**Directions**
In the entries below, find every line with "SUNRISE" and copy it.

################

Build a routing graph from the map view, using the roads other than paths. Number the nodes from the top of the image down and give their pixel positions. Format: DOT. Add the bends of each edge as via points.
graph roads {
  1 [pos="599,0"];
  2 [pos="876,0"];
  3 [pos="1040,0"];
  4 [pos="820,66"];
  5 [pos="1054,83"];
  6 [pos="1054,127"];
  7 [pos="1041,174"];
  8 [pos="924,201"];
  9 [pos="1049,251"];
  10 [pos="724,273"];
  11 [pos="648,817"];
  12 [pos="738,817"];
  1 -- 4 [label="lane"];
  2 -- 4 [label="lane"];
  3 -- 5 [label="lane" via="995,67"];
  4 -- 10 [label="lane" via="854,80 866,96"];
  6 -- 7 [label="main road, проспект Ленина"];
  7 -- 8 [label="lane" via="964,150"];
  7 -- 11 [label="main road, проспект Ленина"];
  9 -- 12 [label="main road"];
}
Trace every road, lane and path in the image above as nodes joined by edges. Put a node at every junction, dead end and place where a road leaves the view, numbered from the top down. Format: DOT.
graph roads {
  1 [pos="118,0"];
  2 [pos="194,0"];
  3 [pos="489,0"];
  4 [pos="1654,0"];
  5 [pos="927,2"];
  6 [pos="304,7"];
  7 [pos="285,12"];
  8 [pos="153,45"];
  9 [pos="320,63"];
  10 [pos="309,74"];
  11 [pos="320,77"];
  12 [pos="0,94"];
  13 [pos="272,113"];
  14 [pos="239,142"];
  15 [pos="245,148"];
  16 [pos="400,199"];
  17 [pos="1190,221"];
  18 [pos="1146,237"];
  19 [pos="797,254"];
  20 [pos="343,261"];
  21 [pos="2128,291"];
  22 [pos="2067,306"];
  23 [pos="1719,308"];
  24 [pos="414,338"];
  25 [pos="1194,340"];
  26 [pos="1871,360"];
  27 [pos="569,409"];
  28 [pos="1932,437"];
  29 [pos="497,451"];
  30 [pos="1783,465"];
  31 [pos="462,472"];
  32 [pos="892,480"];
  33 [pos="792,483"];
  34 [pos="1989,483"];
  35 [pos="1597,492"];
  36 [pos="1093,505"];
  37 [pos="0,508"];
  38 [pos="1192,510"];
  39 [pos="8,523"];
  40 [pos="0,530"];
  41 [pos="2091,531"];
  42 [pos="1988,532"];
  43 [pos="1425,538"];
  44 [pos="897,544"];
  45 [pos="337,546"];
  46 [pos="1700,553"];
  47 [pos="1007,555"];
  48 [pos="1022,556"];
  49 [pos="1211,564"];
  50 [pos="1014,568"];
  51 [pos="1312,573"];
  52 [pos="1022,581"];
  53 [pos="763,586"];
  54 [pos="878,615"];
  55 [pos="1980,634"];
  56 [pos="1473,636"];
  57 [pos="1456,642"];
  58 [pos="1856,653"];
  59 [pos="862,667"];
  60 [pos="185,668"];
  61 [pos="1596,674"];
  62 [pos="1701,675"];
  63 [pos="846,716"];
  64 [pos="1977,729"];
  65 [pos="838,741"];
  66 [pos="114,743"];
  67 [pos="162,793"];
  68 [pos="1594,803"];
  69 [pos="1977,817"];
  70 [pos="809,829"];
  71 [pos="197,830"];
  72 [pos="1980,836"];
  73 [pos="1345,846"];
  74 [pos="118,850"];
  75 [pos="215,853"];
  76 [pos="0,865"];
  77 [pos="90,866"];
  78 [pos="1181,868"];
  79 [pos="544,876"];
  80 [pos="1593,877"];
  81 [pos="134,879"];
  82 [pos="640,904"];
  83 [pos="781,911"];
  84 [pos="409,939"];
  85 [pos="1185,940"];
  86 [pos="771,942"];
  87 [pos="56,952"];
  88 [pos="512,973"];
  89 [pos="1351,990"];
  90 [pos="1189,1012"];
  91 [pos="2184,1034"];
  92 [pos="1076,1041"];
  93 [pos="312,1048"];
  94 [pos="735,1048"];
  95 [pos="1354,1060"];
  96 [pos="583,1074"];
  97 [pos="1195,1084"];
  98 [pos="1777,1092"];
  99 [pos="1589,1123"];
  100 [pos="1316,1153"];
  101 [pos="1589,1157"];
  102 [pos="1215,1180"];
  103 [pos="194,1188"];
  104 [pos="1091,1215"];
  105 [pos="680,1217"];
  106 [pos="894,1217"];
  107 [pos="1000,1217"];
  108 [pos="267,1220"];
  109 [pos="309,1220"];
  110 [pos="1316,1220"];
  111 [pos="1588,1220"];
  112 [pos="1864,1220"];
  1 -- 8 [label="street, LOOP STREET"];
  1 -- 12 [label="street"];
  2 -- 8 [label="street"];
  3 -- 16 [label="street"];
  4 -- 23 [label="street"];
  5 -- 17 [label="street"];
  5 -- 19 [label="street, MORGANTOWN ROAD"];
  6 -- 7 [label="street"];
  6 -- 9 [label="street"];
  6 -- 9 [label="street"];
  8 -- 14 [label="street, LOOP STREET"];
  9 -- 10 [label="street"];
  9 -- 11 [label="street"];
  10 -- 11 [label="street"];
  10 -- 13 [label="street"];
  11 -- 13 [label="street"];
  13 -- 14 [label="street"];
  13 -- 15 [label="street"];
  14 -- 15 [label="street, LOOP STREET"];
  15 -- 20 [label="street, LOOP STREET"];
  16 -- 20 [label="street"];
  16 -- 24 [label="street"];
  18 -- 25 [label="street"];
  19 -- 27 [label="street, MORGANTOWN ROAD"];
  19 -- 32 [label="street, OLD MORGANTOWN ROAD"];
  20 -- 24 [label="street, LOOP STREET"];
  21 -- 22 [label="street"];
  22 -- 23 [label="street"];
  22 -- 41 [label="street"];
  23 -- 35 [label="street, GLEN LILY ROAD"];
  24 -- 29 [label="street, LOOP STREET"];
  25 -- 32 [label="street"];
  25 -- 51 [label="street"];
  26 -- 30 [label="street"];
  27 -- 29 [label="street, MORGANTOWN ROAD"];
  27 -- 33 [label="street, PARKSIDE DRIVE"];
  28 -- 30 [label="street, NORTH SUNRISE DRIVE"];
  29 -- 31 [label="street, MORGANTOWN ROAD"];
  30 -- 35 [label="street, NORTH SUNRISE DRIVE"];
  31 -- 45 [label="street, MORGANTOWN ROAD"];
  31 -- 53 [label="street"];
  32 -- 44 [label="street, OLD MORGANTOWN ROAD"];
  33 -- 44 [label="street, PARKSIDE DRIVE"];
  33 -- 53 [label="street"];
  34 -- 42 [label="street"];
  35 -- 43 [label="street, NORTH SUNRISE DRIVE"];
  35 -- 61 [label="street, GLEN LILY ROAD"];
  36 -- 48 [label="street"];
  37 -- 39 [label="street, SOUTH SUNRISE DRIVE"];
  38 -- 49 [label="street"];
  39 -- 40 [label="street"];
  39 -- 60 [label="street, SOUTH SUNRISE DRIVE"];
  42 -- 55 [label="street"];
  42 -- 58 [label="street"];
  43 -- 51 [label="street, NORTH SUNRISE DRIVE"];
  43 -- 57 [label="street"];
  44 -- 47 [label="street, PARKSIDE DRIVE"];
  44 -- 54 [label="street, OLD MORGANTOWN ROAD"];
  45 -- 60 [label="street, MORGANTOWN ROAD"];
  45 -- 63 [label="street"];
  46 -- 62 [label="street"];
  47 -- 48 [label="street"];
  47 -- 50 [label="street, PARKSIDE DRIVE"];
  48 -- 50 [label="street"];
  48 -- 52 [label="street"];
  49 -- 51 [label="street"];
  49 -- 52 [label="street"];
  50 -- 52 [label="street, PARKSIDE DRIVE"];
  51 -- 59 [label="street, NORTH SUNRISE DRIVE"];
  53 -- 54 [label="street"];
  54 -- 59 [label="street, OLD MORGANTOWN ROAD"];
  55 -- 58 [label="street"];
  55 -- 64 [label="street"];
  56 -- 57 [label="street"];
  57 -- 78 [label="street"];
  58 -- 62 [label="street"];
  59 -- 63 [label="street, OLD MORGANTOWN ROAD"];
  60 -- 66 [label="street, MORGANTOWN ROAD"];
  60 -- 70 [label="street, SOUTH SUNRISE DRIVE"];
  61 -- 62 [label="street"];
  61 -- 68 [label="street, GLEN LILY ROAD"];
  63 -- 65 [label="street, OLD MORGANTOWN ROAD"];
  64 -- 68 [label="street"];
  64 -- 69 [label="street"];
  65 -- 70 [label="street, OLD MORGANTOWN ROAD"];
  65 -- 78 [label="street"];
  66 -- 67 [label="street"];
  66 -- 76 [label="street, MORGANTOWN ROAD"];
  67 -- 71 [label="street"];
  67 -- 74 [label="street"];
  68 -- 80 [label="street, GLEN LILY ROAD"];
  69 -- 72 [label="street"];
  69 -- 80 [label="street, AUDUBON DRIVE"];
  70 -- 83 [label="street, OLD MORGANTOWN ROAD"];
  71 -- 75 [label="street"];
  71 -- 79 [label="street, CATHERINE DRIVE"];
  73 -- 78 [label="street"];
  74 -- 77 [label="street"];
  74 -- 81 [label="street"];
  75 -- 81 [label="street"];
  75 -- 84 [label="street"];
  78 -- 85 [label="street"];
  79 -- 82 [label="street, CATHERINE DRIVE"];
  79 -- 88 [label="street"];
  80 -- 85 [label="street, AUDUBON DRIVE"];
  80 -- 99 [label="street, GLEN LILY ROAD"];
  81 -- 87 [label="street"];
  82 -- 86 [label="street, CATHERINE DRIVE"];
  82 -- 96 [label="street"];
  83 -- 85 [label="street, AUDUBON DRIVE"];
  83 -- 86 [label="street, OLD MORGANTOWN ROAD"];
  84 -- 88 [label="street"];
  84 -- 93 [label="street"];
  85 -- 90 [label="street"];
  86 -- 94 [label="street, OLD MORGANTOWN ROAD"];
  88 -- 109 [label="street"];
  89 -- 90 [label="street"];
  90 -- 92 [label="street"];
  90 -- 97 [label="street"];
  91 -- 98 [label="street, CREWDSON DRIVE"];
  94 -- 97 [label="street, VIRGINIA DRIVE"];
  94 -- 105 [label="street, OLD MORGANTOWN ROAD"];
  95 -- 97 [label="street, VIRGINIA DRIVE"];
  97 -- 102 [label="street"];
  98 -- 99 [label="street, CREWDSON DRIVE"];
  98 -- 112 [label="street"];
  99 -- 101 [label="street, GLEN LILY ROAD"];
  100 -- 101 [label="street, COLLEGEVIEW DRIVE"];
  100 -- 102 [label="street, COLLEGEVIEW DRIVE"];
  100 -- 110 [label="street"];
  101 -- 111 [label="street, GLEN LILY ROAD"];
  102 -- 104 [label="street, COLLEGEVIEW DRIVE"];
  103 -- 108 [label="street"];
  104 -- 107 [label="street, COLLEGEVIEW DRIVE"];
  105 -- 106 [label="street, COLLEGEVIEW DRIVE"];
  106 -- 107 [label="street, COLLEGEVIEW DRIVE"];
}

################

**Solution for this exercise**
  28 -- 30 [label="street, NORTH SUNRISE DRIVE"];
  30 -- 35 [label="street, NORTH SUNRISE DRIVE"];
  35 -- 43 [label="street, NORTH SUNRISE DRIVE"];
  37 -- 39 [label="street, SOUTH SUNRISE DRIVE"];
  39 -- 60 [label="street, SOUTH SUNRISE DRIVE"];
  43 -- 51 [label="street, NORTH SUNRISE DRIVE"];
  51 -- 59 [label="street, NORTH SUNRISE DRIVE"];
  60 -- 70 [label="street, SOUTH SUNRISE DRIVE"];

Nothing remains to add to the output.